◆ Activity: Leaving out the images, repeat all the lines below exactly.

◆ Exercise data:
"""

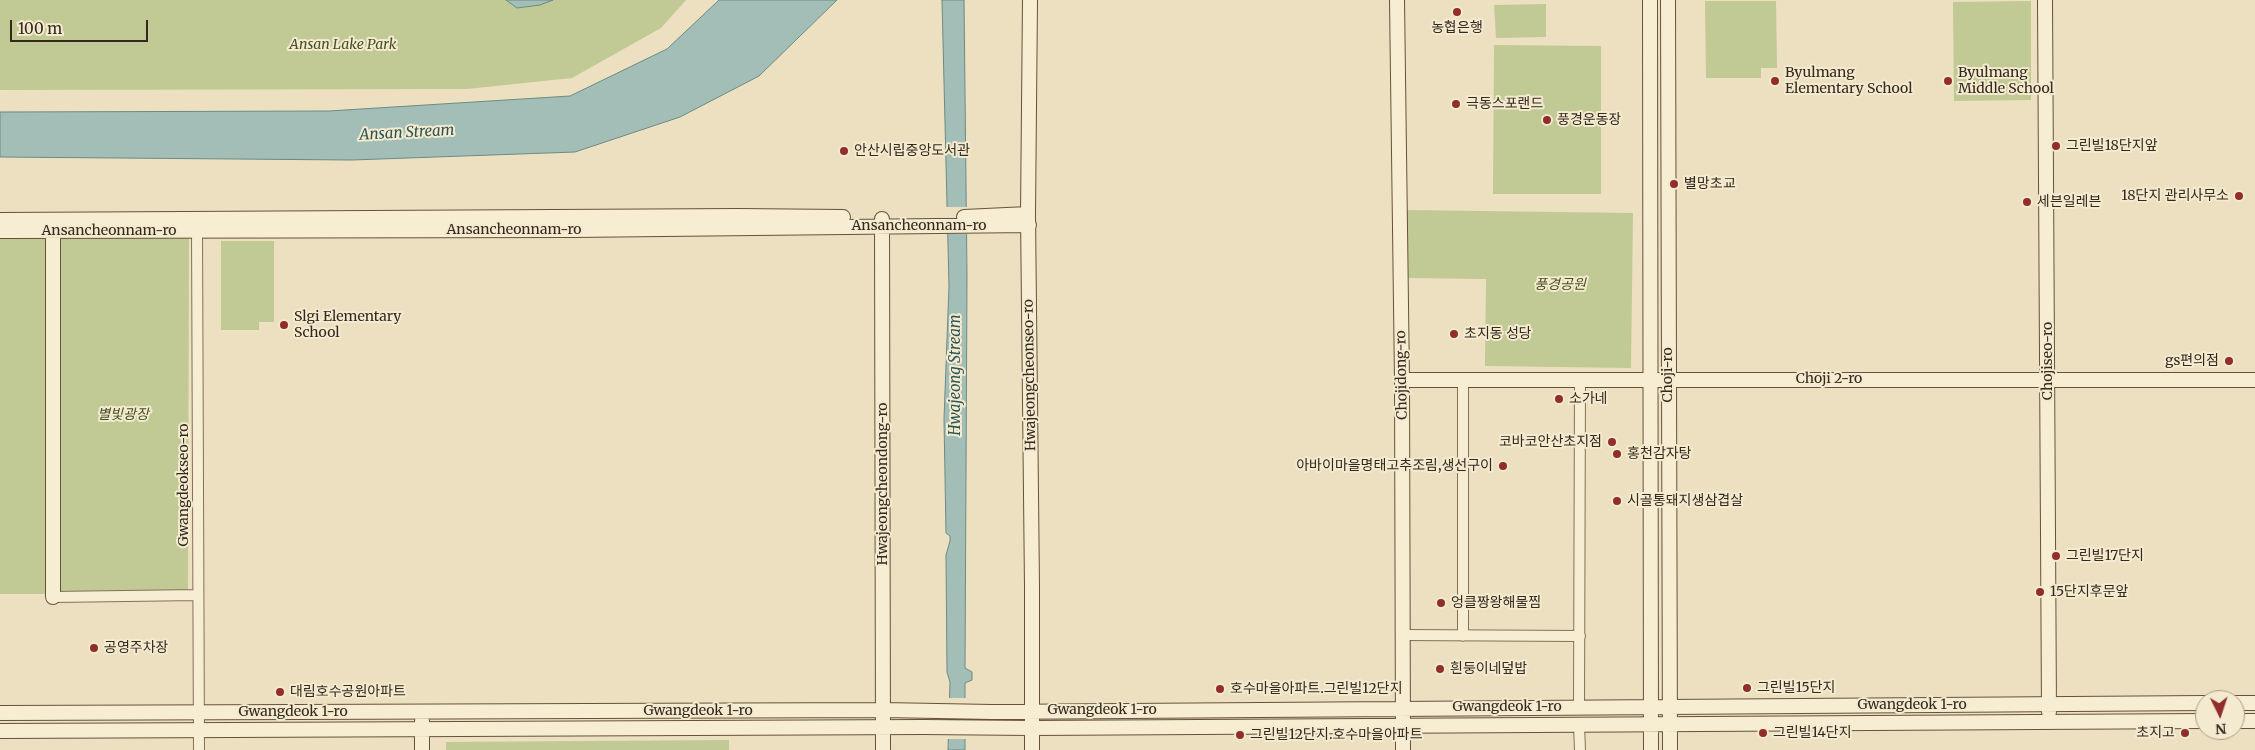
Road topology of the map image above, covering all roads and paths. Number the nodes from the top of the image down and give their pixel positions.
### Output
1 (1030, 0) edge
2 (1397, 0) edge
3 (1650, 0) edge
4 (1668, 0) edge
5 (2045, 0) edge
6 (0, 220) edge
7 (1028, 220) junction
8 (882, 222) junction
9 (197, 225) junction
10 (0, 231) edge
11 (53, 231) junction
12 (1650, 379) junction
13 (2048, 379) junction
14 (1402, 380) junction
15 (1463, 380) junction
16 (1580, 380) junction
17 (1668, 380) junction
18 (2255, 380) edge
19 (198, 595) junction
20 (53, 597) joint
21 (1403, 635) junction
22 (1463, 636) junction
23 (1580, 636) junction
24 (2195, 703) edge
25 (2049, 704) junction
26 (1651, 706) junction
27 (1670, 706) junction
28 (1579, 707) junction
29 (1403, 708) junction
30 (883, 710) junction
31 (1032, 710) junction
32 (0, 712) edge
33 (199, 712) junction
34 (422, 712) junction
35 (2049, 722) junction
36 (2195, 722) edge
37 (1580, 725) junction
38 (1651, 725) junction
39 (1670, 725) junction
40 (1403, 726) junction
41 (883, 728) junction
42 (1032, 728) junction
43 (422, 729) junction
44 (199, 730) junction
45 (0, 731) edge
46 (199, 750) edge
47 (422, 750) edge
48 (884, 750) edge
49 (1032, 750) edge
50 (1403, 750) edge
51 (1580, 750) edge
52 (1651, 750) edge
53 (1670, 750) edge

1 - 7 street, Hwajeongcheonseo-ro
2 - 14 street, Chojidong-ro
3 - 12 street, Choji-ro
4 - 17 street, Choji-ro
5 - 13 street, Chojiseo-ro
6 - 9 street, Ansancheonnam-ro
7 - 8 street, Ansancheonnam-ro
7 - 31 street, Hwajeongcheonseo-ro
8 - 9 street, Ansancheonnam-ro
8 - 30 street, Hwajeongcheondong-ro
9 - 11 street, Ansancheonnam-ro
9 - 19 street, Gwangdeokseo-ro
10 - 11 street, Ansancheonnam-ro
11 - 20 street
12 - 16 street, Choji 2-ro
12 - 17 street, Choji 2-ro
12 - 26 street, Choji-ro
13 - 17 street, Choji 2-ro
13 - 18 street, Choji 2-ro
13 - 25 street, Chojiseo-ro
14 - 15 street, Choji 2-ro
14 - 21 street, Chojidong-ro
15 - 16 street, Choji 2-ro
15 - 22 street
16 - 23 street
17 - 27 street, Choji-ro
19 - 20 street
19 - 33 street, Gwangdeokseo-ro
21 - 22 street
21 - 29 street, Chojidong-ro
22 - 23 street
23 - 28 street
24 - 25 street, Gwangdeok 1-ro
25 - 27 street, Gwangdeok 1-ro
25 - 35 street, Chojiseo-ro
26 - 27 street, Gwangdeok 1-ro
26 - 28 street, Gwangdeok 1-ro
26 - 38 street, Choji-ro
27 - 39 street, Choji-ro
28 - 29 street, Gwangdeok 1-ro
29 - 31 street, Gwangdeok 1-ro
29 - 40 street, Chojidong-ro
30 - 31 street, Gwangdeok 1-ro
30 - 34 street, Gwangdeok 1-ro
30 - 41 street, Hwajeongcheondong-ro
31 - 42 street, Hwajeongcheonseo-ro
32 - 33 street, Gwangdeok 1-ro
33 - 34 street, Gwangdeok 1-ro
33 - 44 street, Gwangdeokseo-ro
34 - 43 street
35 - 36 street, Gwangdeok 1-ro
35 - 39 street, Gwangdeok 1-ro
37 - 38 street, Gwangdeok 1-ro
37 - 40 street, Gwangdeok 1-ro
37 - 51 street
38 - 39 street, Gwangdeok 1-ro
38 - 52 street, Choji-ro
39 - 53 street, Choji-ro
40 - 42 street, Gwangdeok 1-ro
40 - 50 street, Chojidong-ro
41 - 42 street, Gwangdeok 1-ro
41 - 43 street, Gwangdeok 1-ro
41 - 48 street, Hwajeongcheondong-ro
42 - 49 street, Hwajeongcheonseo-ro
43 - 44 street, Gwangdeok 1-ro
43 - 47 street
44 - 45 street, Gwangdeok 1-ro
44 - 46 street, Gwangdeokseo-ro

"""

◆ Answer to the exercise:
Road topology of the map image above, covering all roads and paths. Number the nodes from the top of the image down and give their pixel positions.
### Output
1 (1030, 0) edge
2 (1397, 0) edge
3 (1650, 0) edge
4 (1668, 0) edge
5 (2045, 0) edge
6 (0, 220) edge
7 (1028, 220) junction
8 (882, 222) junction
9 (197, 225) junction
10 (0, 231) edge
11 (53, 231) junction
12 (1650, 379) junction
13 (2048, 379) junction
14 (1402, 380) junction
15 (1463, 380) junction
16 (1580, 380) junction
17 (1668, 380) junction
18 (2255, 380) edge
19 (198, 595) junction
20 (53, 597) joint
21 (1403, 635) junction
22 (1463, 636) junction
23 (1580, 636) junction
24 (2195, 703) edge
25 (2049, 704) junction
26 (1651, 706) junction
27 (1670, 706) junction
28 (1579, 707) junction
29 (1403, 708) junction
30 (883, 710) junction
31 (1032, 710) junction
32 (0, 712) edge
33 (199, 712) junction
34 (422, 712) junction
35 (2049, 722) junction
36 (2195, 722) edge
37 (1580, 725) junction
38 (1651, 725) junction
39 (1670, 725) junction
40 (1403, 726) junction
41 (883, 728) junction
42 (1032, 728) junction
43 (422, 729) junction
44 (199, 730) junction
45 (0, 731) edge
46 (199, 750) edge
47 (422, 750) edge
48 (884, 750) edge
49 (1032, 750) edge
50 (1403, 750) edge
51 (1580, 750) edge
52 (1651, 750) edge
53 (1670, 750) edge

1 - 7 street, Hwajeongcheonseo-ro
2 - 14 street, Chojidong-ro
3 - 12 street, Choji-ro
4 - 17 street, Choji-ro
5 - 13 street, Chojiseo-ro
6 - 9 street, Ansancheonnam-ro
7 - 8 street, Ansancheonnam-ro
7 - 31 street, Hwajeongcheonseo-ro
8 - 9 street, Ansancheonnam-ro
8 - 30 street, Hwajeongcheondong-ro
9 - 11 street, Ansancheonnam-ro
9 - 19 street, Gwangdeokseo-ro
10 - 11 street, Ansancheonnam-ro
11 - 20 street
12 - 16 street, Choji 2-ro
12 - 17 street, Choji 2-ro
12 - 26 street, Choji-ro
13 - 17 street, Choji 2-ro
13 - 18 street, Choji 2-ro
13 - 25 street, Chojiseo-ro
14 - 15 street, Choji 2-ro
14 - 21 street, Chojidong-ro
15 - 16 street, Choji 2-ro
15 - 22 street
16 - 23 street
17 - 27 street, Choji-ro
19 - 20 street
19 - 33 street, Gwangdeokseo-ro
21 - 22 street
21 - 29 street, Chojidong-ro
22 - 23 street
23 - 28 street
24 - 25 street, Gwangdeok 1-ro
25 - 27 street, Gwangdeok 1-ro
25 - 35 street, Chojiseo-ro
26 - 27 street, Gwangdeok 1-ro
26 - 28 street, Gwangdeok 1-ro
26 - 38 street, Choji-ro
27 - 39 street, Choji-ro
28 - 29 street, Gwangdeok 1-ro
29 - 31 street, Gwangdeok 1-ro
29 - 40 street, Chojidong-ro
30 - 31 street, Gwangdeok 1-ro
30 - 34 street, Gwangdeok 1-ro
30 - 41 street, Hwajeongcheondong-ro
31 - 42 street, Hwajeongcheonseo-ro
32 - 33 street, Gwangdeok 1-ro
33 - 34 street, Gwangdeok 1-ro
33 - 44 street, Gwangdeokseo-ro
34 - 43 street
35 - 36 street, Gwangdeok 1-ro
35 - 39 street, Gwangdeok 1-ro
37 - 38 street, Gwangdeok 1-ro
37 - 40 street, Gwangdeok 1-ro
37 - 51 street
38 - 39 street, Gwangdeok 1-ro
38 - 52 street, Choji-ro
39 - 53 street, Choji-ro
40 - 42 street, Gwangdeok 1-ro
40 - 50 street, Chojidong-ro
41 - 42 street, Gwangdeok 1-ro
41 - 43 street, Gwangdeok 1-ro
41 - 48 street, Hwajeongcheondong-ro
42 - 49 street, Hwajeongcheonseo-ro
43 - 44 street, Gwangdeok 1-ro
43 - 47 street
44 - 45 street, Gwangdeok 1-ro
44 - 46 street, Gwangdeokseo-ro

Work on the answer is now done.